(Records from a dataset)
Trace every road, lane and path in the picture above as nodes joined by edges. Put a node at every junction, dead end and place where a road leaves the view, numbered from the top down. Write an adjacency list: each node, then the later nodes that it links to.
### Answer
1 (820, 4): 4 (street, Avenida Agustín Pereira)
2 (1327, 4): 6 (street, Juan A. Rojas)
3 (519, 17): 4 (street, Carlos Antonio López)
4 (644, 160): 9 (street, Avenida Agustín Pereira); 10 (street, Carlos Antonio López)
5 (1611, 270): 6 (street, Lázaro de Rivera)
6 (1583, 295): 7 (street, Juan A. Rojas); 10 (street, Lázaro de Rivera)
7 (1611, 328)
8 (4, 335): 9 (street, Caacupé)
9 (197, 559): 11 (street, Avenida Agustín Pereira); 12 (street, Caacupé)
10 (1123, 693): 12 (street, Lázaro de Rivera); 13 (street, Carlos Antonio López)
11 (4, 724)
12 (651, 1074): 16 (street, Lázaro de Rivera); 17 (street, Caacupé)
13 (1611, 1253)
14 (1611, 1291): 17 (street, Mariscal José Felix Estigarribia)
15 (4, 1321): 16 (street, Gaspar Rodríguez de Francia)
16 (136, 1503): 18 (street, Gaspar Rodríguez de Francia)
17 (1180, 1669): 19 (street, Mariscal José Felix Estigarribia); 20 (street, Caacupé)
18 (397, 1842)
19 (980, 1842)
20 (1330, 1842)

> **Task prompt**
Write the entries out once more, exactly as given.

> **Output**
Trace every road, lane and path in the picture above as nodes joined by edges. Put a node at every junction, dead end and place where a road leaves the view, numbered from the top down. Write an adjacency list: each node, then the later nodes that it links to.
### Answer
1 (820, 4): 4 (street, Avenida Agustín Pereira)
2 (1327, 4): 6 (street, Juan A. Rojas)
3 (519, 17): 4 (street, Carlos Antonio López)
4 (644, 160): 9 (street, Avenida Agustín Pereira); 10 (street, Carlos Antonio López)
5 (1611, 270): 6 (street, Lázaro de Rivera)
6 (1583, 295): 7 (street, Juan A. Rojas); 10 (street, Lázaro de Rivera)
7 (1611, 328)
8 (4, 335): 9 (street, Caacupé)
9 (197, 559): 11 (street, Avenida Agustín Pereira); 12 (street, Caacupé)
10 (1123, 693): 12 (street, Lázaro de Rivera); 13 (street, Carlos Antonio López)
11 (4, 724)
12 (651, 1074): 16 (street, Lázaro de Rivera); 17 (street, Caacupé)
13 (1611, 1253)
14 (1611, 1291): 17 (street, Mariscal José Felix Estigarribia)
15 (4, 1321): 16 (street, Gaspar Rodríguez de Francia)
16 (136, 1503): 18 (street, Gaspar Rodríguez de Francia)
17 (1180, 1669): 19 (street, Mariscal José Felix Estigarribia); 20 (street, Caacupé)
18 (397, 1842)
19 (980, 1842)
20 (1330, 1842)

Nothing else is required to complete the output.